Homöopathie bei Zahnung der Kinder

  • Aconitum – Zahnfleischentzündung und ganz plötzlich trockenes Fieber.
  • Belladonna – Zahnfleischentzündung mit plötzlichem feuchtem Fieber. Verschlimmerung nachts. Eher auf der rechten Seite.
  • Chamomilla – das wichtigste Mittel für zahnende Kinder. Sehr ruhelos und ärgerlich. Schlechter nachts und durch kalte Luft, mag aber kalte Anwendungen. Möglicherweise Bronchitis als Begleitsymptom.
  • Ferrum phosphoricum – trockenes Fieber ohne besondere Beeinträchtigung des Allgemeinzustandes. Bronchitis und Durchfall können vorhanden sein.
  • Podophyllum – Zahnung mit schießendem Durchfall, vor allem morgens.
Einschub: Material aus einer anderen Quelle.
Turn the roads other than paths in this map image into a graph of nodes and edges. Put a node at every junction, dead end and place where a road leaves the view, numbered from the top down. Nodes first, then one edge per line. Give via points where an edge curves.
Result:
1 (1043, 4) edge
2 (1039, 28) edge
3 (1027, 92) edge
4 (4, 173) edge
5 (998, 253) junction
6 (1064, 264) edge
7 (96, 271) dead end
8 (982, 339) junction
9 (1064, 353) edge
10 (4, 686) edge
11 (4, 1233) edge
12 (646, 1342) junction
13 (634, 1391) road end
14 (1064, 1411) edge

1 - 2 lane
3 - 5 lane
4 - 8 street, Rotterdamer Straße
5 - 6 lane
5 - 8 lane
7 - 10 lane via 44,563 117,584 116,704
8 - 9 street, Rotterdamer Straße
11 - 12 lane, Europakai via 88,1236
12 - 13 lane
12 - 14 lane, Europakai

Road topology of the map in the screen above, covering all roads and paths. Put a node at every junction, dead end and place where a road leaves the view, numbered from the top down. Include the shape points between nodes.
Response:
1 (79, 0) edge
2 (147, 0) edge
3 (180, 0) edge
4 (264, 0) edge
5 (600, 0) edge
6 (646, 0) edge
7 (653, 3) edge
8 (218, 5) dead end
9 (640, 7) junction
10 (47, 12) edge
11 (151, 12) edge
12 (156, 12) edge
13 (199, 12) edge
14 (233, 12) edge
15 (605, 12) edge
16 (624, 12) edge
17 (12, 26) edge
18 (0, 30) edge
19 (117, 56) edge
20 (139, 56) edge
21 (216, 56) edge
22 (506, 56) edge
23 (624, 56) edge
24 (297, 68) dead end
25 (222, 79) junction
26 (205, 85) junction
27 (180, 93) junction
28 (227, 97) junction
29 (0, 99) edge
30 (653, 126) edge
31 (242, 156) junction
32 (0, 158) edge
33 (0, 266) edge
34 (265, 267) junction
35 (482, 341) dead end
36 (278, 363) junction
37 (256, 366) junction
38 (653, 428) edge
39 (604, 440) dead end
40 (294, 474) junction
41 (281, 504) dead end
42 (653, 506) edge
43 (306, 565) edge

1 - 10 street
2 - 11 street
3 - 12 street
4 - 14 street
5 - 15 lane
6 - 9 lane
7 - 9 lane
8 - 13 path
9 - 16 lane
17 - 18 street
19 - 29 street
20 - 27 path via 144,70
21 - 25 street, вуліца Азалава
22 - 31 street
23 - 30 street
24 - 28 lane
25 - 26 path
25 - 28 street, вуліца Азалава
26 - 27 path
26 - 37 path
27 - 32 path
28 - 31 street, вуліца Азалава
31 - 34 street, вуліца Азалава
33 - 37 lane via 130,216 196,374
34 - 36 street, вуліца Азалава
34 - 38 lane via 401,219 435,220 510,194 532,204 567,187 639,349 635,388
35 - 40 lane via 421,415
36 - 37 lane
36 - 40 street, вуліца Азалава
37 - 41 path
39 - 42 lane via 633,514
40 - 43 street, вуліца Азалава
Homöopathische Hilfe nach Zahnziehen

  • Arnika – Erste Hilfe bei Zahnverletzungen. Wenn es schon vor der Zahnbehandlung eingenommen wird, verhindert es zu starke Blutungen, stillt den Schmerz und fördert die Heilung.
  • Hypericum – immer wenn die Zahnnerven in Mitleidenschaft gezogen wurden. Gegen schmerzhafte Zahnverletzungen, nach Bohren, Zahnziehen und Wurzelbehandlungen, mit durchzuckenden, einschießenden Stichen und ziehenden Schmerzen.
  • Pytolacca – einige Tage lang nehmen. Es vermeidet, dass versteckte Entzündugsherde ihre Bakterien in andere Organe ausstreuen. Zusammenbeißen der Zähne bessert den Schmerz.
  • Mercurius solublis – falls die Wurzel vereitert war und unangenehmer Mundgeruch auftritt. Es tritt eine Schmerzausbreitung ins Gesicht auf.